As the arts and Black culture flourished in Harlem in the 1920s and 30s, so too did several queer Black artists and intellectuals. While many remained closeted publicly to appeal to mainstream audiences and norms of the time, they found some ability to express themselves and pursue same-sex relationships in Harlem.

Gladys Bently
One notable performer who did not remain closeted was Gladys Bently (1907–1960). Bently moved to Harlem from Philadelphia around 1925—she had written about being attracted to women and being comfortable in men’s clothing from a young age, and in Harlem, she would have found acceptance and a like-minded community. Harlem was also a haven for wealthy pleasure seekers during prohibition, and Bentley began performing as a drag king (typically a female performer who dresses in masculine drag) at “rent parties,” private parties with live performances. Popular during Prohibition, admission was charged to pay for rent money and alcohol. Bently moved on to performing in nightclubs after a successful audition at the Mad House and was known for her appearances at the Cotton Club and the Clam House.

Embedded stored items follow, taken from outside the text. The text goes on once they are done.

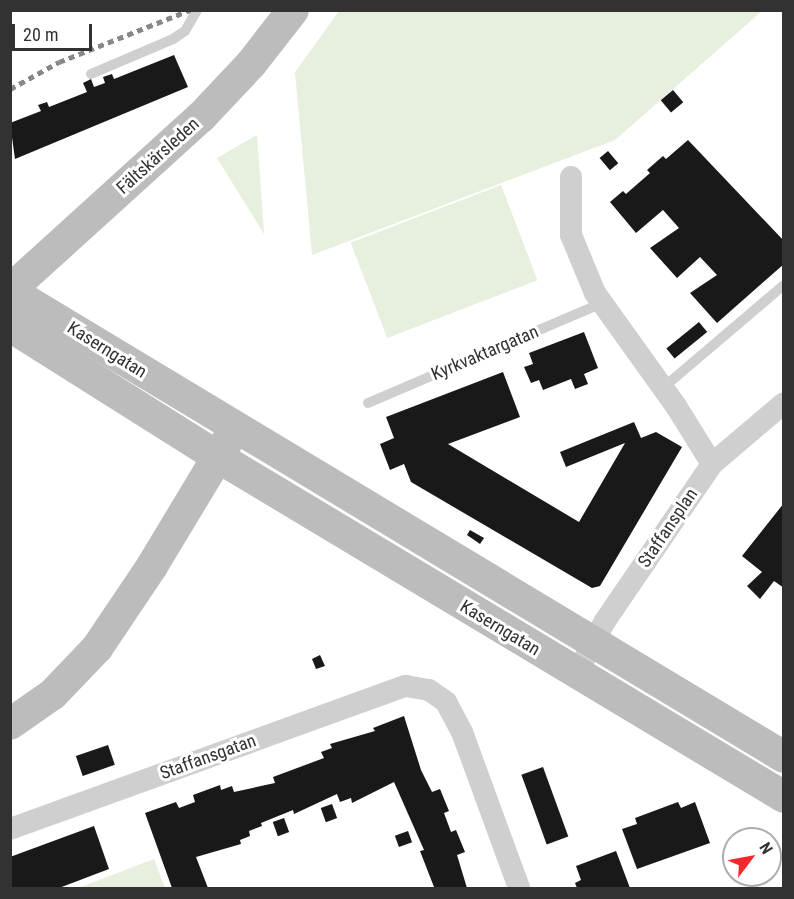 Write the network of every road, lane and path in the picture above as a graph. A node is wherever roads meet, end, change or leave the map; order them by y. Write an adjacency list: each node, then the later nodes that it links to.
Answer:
1 (197, 10): 3 (lane)
2 (293, 10): 6 (street, Fältskärsleden)
3 (91, 74)
4 (571, 177): 7 (street)
5 (783, 285): 9 (lane)
6 (10, 290): 12 (street, Kaserngatan)
7 (603, 303): 9 (street); 10 (lane, Kyrkvaktargatan)
8 (15, 328): 13 (street, Kaserngatan)
9 (664, 387): 14 (street)
10 (368, 403)
11 (783, 403): 14 (street, Staffansplan)
12 (235, 428): 13 (street); 15 (street, Kaserngatan)
13 (218, 457): 16 (street, Kaserngatan); 17 (street)
14 (712, 464): 15 (street, Staffansplan)
15 (592, 645): 16 (street, Staffansplan); 18 (street, Kaserngatan)
16 (576, 674): 19 (street, Kaserngatan)
17 (10, 724)
18 (783, 757)
19 (783, 797)
20 (10, 829): 21 (street, Staffansgatan)
21 (519, 888)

Bently became known for her dapper masculine dress, her bawdy renditions of popular songs, and her deep growling voice. Of her clothes, she wrote, “For the customers of the club, one of the unique things about my act was the way I dressed…I wore immaculate full white dress shirts with stiff collars, small bow ties and shirts, oxfords, short Eton jackets and hair cut straight back.” She had a keen awareness of her public image and the power of shock value, often feeding tidbits of gossip to the press, including a story of her marriage to a white woman.
With the end of the Prohibition era and the decline of Harlem nightclubs, Bently moved to California. In the press, she began presenting as a “cured” woman, living under more traditional gender roles. In a 1952 article for Ebony, Bently wrote, “for many years, I lived in a personal hell…Like a great number of lost souls, I inhabited that half-shadow no man’s land which exists between the boundaries of the two sexes.” Scholars of Bently believe that the article, and her public façade at the time, likely reflected her continued awareness of the press, and the oppressive threats against homosexuality brought forward in the McCarthy era.

Countee Cullen
Also represented in this gallery is a book by prominent queer Black poet Countee Cullen (1903–1946). While he was friends with many openly gay writers, Cullen himself remained closeted and struggled to come to terms with his sexuality and the shame he felt with it. He had two brief marriages to women and also quietly dated men. New Discovery: Countee Cullen’s Bookplate While not on display, the Museum recently found this bookplate in Cullen’s copy of Precis D’Explication Francaise: Methode et applications (Precise Analysis of French: Methods and Applications). The imagery may relate to the Greek myth of Orpheus, a musician, poet, and prophet.